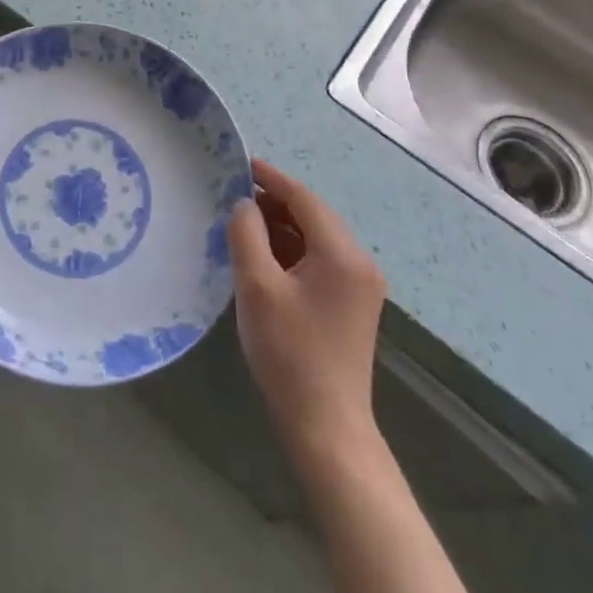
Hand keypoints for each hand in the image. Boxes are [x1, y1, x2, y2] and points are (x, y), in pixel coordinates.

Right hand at [228, 159, 385, 454]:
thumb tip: (244, 205)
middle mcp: (359, 262)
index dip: (271, 178)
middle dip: (273, 203)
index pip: (303, 199)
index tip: (240, 164)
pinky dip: (291, 252)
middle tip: (233, 197)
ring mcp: (359, 286)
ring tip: (241, 225)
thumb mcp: (257, 287)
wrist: (326, 428)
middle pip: (312, 216)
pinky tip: (262, 257)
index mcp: (342, 254)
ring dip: (281, 229)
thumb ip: (247, 235)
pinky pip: (319, 261)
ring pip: (315, 239)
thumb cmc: (289, 353)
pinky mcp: (351, 305)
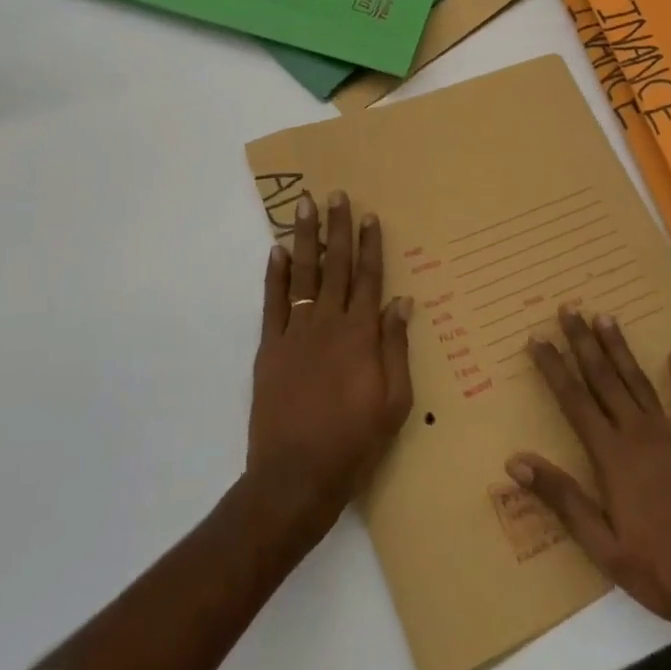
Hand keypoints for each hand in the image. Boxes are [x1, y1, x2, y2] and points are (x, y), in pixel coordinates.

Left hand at [248, 191, 412, 543]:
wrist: (296, 476)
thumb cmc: (354, 442)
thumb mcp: (394, 401)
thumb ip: (396, 347)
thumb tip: (401, 302)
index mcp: (361, 334)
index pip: (369, 278)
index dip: (370, 244)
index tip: (369, 215)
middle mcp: (328, 323)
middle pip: (335, 265)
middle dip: (336, 227)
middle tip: (334, 194)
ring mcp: (295, 332)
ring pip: (302, 273)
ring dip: (304, 238)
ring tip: (303, 207)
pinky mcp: (269, 348)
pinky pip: (272, 302)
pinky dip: (273, 275)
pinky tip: (275, 251)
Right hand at [510, 310, 670, 639]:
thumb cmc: (660, 572)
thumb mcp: (602, 546)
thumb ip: (562, 498)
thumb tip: (514, 461)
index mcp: (612, 457)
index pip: (574, 401)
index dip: (553, 368)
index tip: (536, 338)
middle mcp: (639, 436)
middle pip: (604, 379)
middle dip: (583, 343)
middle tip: (568, 309)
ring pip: (639, 382)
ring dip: (620, 348)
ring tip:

_Work task_
Type the records out again in full, exactly, with each picture omitted.

_Response_
Hand keypoints for each hand in the image. Boxes are [x1, y1, x2, y2] and points are (x, y), in pixel coordinates.

Right hand at [228, 159, 385, 454]:
thumb tip: (244, 205)
middle mcp: (359, 262)
index dip: (271, 178)
middle dip: (273, 203)
index pip: (303, 199)
index tip: (240, 164)
pinky dip: (291, 252)
middle tip: (233, 197)
ring mcp: (359, 286)
ring tip: (241, 225)
thumb mcp: (257, 287)
wrist: (326, 428)
middle pip: (312, 216)
pinky tip: (262, 257)
index mcp: (342, 254)
ring dip: (281, 229)
thumb ip: (247, 235)
pinky pip: (319, 261)
ring pip: (315, 239)
thumb cmc: (289, 353)
pinky mcp: (351, 305)
Hand keypoints for each hand in the image. Boxes are [x1, y1, x2, y2] and points are (x, y), in pixel coordinates.

Left hand at [248, 191, 412, 543]:
wrist: (296, 476)
thumb cmc: (354, 442)
thumb mcp: (394, 401)
thumb ip: (396, 347)
thumb tip: (401, 302)
index mcp: (361, 334)
index pip: (369, 278)
index dip: (370, 244)
index tip: (369, 215)
middle mcp: (328, 323)
middle pip: (335, 265)
middle dip: (336, 227)
middle tip: (334, 194)
ring mcp: (295, 332)
ring pip: (302, 273)
ring dip: (304, 238)
ring tip: (303, 207)
pinky mcp: (269, 348)
pinky pip: (272, 302)
pinky dip: (273, 275)
pinky tip: (275, 251)
Right hand at [510, 310, 670, 639]:
thumb cmc: (660, 572)
thumb mcp: (602, 546)
thumb ip: (562, 498)
thumb tip: (514, 461)
index mcp: (612, 457)
index pip: (574, 401)
index dip: (553, 368)
index tip: (536, 338)
middle mcp: (639, 436)
middle pip: (604, 379)
middle dip: (583, 343)
middle tip: (568, 309)
ring pip: (639, 382)
ring dip: (620, 348)
ring tip:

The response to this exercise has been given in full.